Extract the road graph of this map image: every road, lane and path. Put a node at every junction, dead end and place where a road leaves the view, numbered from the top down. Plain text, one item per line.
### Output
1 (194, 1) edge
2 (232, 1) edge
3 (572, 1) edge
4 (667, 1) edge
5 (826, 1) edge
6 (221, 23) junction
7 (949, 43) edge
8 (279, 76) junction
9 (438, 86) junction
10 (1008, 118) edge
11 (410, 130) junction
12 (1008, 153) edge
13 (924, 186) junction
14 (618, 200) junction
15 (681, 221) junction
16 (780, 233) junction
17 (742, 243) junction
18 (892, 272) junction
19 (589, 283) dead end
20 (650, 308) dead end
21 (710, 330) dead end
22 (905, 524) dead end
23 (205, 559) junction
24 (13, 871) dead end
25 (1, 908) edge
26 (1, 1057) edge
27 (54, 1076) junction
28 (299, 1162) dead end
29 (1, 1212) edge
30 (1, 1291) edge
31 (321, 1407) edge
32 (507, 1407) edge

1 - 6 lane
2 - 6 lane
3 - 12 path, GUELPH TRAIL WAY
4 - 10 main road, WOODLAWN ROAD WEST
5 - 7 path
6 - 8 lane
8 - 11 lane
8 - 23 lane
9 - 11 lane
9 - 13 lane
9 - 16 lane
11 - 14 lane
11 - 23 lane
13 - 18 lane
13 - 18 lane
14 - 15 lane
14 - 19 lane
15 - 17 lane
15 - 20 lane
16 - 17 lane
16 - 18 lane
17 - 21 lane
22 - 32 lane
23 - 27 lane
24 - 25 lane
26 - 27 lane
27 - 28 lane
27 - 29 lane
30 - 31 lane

──────────────────────────────

# [Task to carry out]
Reproduce, word for word, all of the entries above.

# [Solved exercise]
Extract the road graph of this map image: every road, lane and path. Put a node at every junction, dead end and place where a road leaves the view, numbered from the top down. Plain text, one item per line.
### Output
1 (194, 1) edge
2 (232, 1) edge
3 (572, 1) edge
4 (667, 1) edge
5 (826, 1) edge
6 (221, 23) junction
7 (949, 43) edge
8 (279, 76) junction
9 (438, 86) junction
10 (1008, 118) edge
11 (410, 130) junction
12 (1008, 153) edge
13 (924, 186) junction
14 (618, 200) junction
15 (681, 221) junction
16 (780, 233) junction
17 (742, 243) junction
18 (892, 272) junction
19 (589, 283) dead end
20 (650, 308) dead end
21 (710, 330) dead end
22 (905, 524) dead end
23 (205, 559) junction
24 (13, 871) dead end
25 (1, 908) edge
26 (1, 1057) edge
27 (54, 1076) junction
28 (299, 1162) dead end
29 (1, 1212) edge
30 (1, 1291) edge
31 (321, 1407) edge
32 (507, 1407) edge

1 - 6 lane
2 - 6 lane
3 - 12 path, GUELPH TRAIL WAY
4 - 10 main road, WOODLAWN ROAD WEST
5 - 7 path
6 - 8 lane
8 - 11 lane
8 - 23 lane
9 - 11 lane
9 - 13 lane
9 - 16 lane
11 - 14 lane
11 - 23 lane
13 - 18 lane
13 - 18 lane
14 - 15 lane
14 - 19 lane
15 - 17 lane
15 - 20 lane
16 - 17 lane
16 - 18 lane
17 - 21 lane
22 - 32 lane
23 - 27 lane
24 - 25 lane
26 - 27 lane
27 - 28 lane
27 - 29 lane
30 - 31 lane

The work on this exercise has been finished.